ITEM 3.  SOURCE AND AMOUNTS OF FUNDS OR OTHER CONSIDERATION

         James M. Clark, Jr. currently owns 519,000 shares of Common Stock
purchased at an aggregate price of $4,021,399 including brokerage commissions.
Such shares were purchased in open market transactions using personal funds.

         Susanna L. Porter currently owns 11,000 shares of Common Stock
purchased at an aggregate price of $88,570 including brokerage commissions. Such
shares were purchased in open market transactions using personal funds.


ITEM 5.  INTEREST IN SECURITIES OF THE ISSUER

         (a) As of the date hereof, James M. Clark, Jr. may be deemed to be the
beneficial owner of an aggregate of 519,000 shares of Common Stock, which
constitutes approximately 8.95% of the 5,798,100 shares of Common Stock which
the filing person believes to be the total number of shares of Common Stock
outstanding. In addition, 2,400 shares of Common Stock are beneficially owned
for a charitable foundation of which Mr. Clark is President, which constitutes
approximately 0.04% of the 5,798,100 shares of Common Stock outstanding.
Additionally, 35,500 shares of Common Stock are beneficially owned by various
family trusts of which Mr. Clark serves as a trustee, which constitutes
approximately 0.61% of the 5,798,100 shares of Common Stock outstanding.

         Mr. Clark may be deemed to be a beneficial owner of 556,900 shares of
Common Stock, which constitutes approximately 9.60% of the 5,798,100 shares of
Common Stock which the filing person believes to be the total number of shares
outstanding.

         As of the date hereof, Susanna L. Porter may be deemed to be the
beneficial owner of 11,000 shares of Common Stock, which constitutes
approximately 0.19% of the 5,798,100 shares of Common Stock which the filing
person believes to be the total number of shares of oustanding. Of these 11,000
shares of Common Stock, 7,500 shares are beneficially owned directly by Susanna
L. Porter and 3,500 shares are indirectly beneficially owned by two minor
children for whom Ms. Porter acts as custodian, one of whom is a child of Mr.
Clark and Ms. Porter.





<PAGE>   6



         (b) James M. Clark, Jr. has sole power to vote and sole power to
dispose of 519,000 shares of Common Stock. In addition, Mr. Clark has shared
power to vote and dispose of 37,900 shares of Common Stock.

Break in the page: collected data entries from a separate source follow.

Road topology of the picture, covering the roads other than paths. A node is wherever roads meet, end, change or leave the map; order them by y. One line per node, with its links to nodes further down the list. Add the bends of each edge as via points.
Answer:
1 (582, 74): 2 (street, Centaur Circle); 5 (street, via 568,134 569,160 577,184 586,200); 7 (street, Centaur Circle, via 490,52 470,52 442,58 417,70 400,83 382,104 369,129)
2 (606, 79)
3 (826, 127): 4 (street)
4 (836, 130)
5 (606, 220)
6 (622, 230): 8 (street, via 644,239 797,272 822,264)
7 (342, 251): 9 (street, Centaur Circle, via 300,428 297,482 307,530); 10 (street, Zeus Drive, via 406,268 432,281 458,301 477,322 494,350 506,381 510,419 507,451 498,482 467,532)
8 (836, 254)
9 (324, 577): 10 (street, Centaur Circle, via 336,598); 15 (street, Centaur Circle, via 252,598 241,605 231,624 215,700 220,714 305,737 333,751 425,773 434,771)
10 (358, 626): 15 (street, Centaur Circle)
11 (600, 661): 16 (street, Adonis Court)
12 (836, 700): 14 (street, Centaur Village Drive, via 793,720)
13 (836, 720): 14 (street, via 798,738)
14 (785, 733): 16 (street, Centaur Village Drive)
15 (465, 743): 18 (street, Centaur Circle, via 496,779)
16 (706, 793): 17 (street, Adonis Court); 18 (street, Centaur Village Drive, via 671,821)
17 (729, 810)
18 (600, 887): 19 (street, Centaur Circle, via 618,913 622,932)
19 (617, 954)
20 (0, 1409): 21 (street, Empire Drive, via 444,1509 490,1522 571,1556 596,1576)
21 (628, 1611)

         Susanna L. Porter has sole power to vote and sole power to dispose of
11,000 shares of Common Stock.

         (c) No transactions in Common Stock were effected by Susanna L. Porter
during the sixty-day period ended as of the date hereof. Transactions in Common
Stock effected by James M. Clark, Jr. during the sixty-day period are set forth
below:
<TABLE>
<CAPTION>

Filing                                              No. of Shares     No. of Shares             Price
Person                                 Date         Purchased         Sold                      Per Share

<S>                                   <C>             <C>                <C>                      <C>
James M. Clark, Jr. as trustee        04/05/99                           1,000                    $3.78
James M. Clark, Jr.                   05/20/99        20,000                                      $4.19


</TABLE>

         (d) No other person has the right to receive or the power to direct the
receipt of dividends from, or the proceeds from the sale of , the shares of
Common Stock owned by each filing person, except that each family trust for
which Mr. Clark acts as trustee has one or more additional co-trustee, which may
have the power to direct the receipt of dividends from, or the proceeds from the
sale of, the shares of Common Stock owned by each trust, respectively.

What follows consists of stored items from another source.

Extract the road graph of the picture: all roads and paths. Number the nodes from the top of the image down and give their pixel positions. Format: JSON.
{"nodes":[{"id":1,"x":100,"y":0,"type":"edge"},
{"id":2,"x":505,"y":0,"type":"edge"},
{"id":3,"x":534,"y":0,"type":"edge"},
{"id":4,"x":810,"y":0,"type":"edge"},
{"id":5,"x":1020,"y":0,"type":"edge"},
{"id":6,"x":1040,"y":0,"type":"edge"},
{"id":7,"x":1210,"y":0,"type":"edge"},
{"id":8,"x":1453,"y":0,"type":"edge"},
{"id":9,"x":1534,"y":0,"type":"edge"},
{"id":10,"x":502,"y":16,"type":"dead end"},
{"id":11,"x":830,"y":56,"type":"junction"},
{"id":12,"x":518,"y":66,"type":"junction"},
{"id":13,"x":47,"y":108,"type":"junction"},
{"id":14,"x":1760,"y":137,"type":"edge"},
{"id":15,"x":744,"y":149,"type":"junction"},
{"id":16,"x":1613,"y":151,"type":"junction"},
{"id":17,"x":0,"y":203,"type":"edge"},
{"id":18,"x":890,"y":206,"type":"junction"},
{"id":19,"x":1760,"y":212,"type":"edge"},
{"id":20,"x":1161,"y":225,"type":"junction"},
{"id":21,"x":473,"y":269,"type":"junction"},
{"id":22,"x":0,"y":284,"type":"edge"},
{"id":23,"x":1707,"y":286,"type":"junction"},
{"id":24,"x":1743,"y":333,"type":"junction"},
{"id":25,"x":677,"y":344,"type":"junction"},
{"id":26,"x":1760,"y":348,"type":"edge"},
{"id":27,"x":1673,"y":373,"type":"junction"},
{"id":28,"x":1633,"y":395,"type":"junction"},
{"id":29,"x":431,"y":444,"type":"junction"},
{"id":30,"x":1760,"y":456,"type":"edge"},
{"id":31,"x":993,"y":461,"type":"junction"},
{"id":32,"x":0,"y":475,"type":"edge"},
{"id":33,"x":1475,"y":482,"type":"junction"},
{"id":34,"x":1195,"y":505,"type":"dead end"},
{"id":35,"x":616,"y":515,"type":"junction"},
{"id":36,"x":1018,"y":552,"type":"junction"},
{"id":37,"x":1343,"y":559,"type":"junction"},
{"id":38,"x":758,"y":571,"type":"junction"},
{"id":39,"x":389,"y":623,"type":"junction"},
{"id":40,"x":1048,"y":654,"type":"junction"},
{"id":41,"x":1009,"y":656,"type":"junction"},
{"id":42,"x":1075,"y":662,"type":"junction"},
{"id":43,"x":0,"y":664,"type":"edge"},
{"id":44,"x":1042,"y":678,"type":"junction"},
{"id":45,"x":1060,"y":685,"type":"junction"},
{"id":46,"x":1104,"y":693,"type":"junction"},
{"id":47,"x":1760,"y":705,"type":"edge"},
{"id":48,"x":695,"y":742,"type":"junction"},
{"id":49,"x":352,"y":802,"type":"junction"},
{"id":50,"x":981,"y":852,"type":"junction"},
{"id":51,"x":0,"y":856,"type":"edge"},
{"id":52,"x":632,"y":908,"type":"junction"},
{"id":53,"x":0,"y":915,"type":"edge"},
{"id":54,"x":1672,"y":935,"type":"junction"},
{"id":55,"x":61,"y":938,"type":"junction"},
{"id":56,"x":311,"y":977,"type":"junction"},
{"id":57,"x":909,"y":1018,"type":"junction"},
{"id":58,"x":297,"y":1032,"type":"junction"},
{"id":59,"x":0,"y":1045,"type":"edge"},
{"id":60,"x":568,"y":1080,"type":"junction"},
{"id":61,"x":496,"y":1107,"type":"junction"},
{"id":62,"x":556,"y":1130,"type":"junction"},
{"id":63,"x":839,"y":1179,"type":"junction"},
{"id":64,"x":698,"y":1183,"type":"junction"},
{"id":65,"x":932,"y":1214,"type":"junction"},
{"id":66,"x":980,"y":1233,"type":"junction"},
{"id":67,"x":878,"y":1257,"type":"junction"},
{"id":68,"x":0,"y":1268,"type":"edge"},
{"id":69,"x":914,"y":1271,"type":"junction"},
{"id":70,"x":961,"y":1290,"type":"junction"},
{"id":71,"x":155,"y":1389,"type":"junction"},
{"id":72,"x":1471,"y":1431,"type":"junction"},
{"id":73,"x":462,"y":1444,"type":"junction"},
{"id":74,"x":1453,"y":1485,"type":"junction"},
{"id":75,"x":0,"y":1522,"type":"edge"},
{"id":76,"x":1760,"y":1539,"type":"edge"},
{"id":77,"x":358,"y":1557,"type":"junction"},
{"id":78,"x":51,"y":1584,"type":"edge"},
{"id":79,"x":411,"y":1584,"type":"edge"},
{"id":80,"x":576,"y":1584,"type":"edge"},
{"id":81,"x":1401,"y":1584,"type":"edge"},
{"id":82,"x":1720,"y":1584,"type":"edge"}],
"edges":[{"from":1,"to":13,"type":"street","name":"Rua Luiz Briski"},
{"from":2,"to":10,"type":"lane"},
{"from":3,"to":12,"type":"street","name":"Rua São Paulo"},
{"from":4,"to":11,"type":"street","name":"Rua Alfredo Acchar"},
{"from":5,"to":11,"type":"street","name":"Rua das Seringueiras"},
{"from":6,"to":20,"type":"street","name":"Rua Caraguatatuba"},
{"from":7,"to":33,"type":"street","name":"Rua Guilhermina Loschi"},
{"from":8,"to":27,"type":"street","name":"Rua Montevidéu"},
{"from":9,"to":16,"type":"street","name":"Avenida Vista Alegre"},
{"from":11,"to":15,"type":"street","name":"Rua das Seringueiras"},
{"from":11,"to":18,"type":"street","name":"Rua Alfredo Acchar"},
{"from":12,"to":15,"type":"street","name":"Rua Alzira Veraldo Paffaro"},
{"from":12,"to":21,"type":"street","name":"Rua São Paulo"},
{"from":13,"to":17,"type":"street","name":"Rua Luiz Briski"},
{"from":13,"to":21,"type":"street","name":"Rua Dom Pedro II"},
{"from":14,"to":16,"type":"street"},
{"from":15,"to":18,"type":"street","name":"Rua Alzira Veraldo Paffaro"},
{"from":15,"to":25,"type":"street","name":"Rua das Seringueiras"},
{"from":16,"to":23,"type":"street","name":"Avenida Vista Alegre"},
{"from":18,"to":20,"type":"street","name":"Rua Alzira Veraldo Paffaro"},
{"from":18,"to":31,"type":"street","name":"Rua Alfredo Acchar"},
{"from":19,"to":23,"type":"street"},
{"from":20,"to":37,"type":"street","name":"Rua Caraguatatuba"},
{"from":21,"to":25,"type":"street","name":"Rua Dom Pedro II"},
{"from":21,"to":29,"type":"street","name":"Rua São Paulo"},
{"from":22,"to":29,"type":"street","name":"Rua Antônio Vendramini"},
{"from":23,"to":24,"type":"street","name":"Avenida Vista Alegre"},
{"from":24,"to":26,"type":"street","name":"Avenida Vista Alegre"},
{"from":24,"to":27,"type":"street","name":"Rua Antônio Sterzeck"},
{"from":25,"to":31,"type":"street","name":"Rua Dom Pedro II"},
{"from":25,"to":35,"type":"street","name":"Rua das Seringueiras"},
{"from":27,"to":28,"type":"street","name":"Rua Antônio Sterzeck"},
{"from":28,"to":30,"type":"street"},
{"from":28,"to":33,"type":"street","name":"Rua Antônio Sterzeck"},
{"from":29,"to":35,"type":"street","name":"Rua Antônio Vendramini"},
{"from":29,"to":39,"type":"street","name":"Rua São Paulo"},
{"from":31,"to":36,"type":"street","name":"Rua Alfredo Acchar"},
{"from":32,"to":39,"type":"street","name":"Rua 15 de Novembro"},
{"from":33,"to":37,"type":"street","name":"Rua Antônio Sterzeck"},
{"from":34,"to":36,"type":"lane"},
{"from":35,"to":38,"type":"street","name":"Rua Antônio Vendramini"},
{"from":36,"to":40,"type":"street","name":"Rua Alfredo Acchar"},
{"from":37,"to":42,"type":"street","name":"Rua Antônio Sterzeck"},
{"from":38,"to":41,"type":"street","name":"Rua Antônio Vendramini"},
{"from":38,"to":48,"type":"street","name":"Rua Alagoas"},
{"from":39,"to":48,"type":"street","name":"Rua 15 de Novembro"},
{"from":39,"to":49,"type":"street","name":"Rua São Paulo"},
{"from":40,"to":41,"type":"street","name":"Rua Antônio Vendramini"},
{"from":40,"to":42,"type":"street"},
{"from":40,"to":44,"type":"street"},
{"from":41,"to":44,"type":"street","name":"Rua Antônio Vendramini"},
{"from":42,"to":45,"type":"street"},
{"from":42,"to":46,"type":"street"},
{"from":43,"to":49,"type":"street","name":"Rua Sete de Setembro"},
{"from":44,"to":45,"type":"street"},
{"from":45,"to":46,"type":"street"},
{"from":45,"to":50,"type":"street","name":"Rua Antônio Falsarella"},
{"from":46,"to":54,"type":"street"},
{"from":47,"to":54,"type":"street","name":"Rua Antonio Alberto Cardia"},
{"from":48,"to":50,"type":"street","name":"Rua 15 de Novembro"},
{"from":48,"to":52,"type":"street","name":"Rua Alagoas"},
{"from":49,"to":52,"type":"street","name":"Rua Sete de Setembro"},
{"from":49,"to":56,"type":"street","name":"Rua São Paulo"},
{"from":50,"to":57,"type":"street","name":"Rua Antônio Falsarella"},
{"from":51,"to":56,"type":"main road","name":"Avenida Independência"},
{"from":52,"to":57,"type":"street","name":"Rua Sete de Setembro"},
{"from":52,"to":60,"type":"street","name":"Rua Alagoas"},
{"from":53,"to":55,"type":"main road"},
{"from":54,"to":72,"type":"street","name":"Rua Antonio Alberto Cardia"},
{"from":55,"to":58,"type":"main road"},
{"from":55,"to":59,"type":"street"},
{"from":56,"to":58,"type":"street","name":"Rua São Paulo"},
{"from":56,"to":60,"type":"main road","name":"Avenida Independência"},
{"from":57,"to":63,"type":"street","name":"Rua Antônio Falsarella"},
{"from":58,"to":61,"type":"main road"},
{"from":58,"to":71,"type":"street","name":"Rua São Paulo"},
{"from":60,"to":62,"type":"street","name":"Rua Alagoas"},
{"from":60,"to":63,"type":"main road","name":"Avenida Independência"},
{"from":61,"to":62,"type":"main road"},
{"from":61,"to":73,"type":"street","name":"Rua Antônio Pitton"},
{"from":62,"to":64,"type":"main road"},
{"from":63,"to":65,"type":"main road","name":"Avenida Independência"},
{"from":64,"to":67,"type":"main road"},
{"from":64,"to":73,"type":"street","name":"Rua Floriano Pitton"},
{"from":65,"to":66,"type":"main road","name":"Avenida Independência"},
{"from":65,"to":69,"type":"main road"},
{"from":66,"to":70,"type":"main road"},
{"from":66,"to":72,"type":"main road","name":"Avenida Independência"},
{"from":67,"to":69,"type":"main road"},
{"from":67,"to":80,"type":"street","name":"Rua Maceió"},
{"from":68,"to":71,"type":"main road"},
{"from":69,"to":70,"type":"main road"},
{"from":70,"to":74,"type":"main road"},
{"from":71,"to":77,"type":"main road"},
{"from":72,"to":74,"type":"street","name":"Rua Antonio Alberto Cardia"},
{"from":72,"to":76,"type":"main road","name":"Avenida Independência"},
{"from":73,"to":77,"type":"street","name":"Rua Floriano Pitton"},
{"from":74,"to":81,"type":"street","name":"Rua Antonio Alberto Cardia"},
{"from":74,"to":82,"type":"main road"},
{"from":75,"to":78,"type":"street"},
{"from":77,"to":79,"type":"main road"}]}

         (e) Not applicable.


                                    SIGNATURE


         After reasonable inquiry and to the best of their knowledge and belief,
the parties hereby certify that the information set forth in this Statement is
true, complete and correct.


                                                     .


                                                /s/ James M. Clark, Jr.
                                                --------------------------------
                                                James M. Clark, Jr.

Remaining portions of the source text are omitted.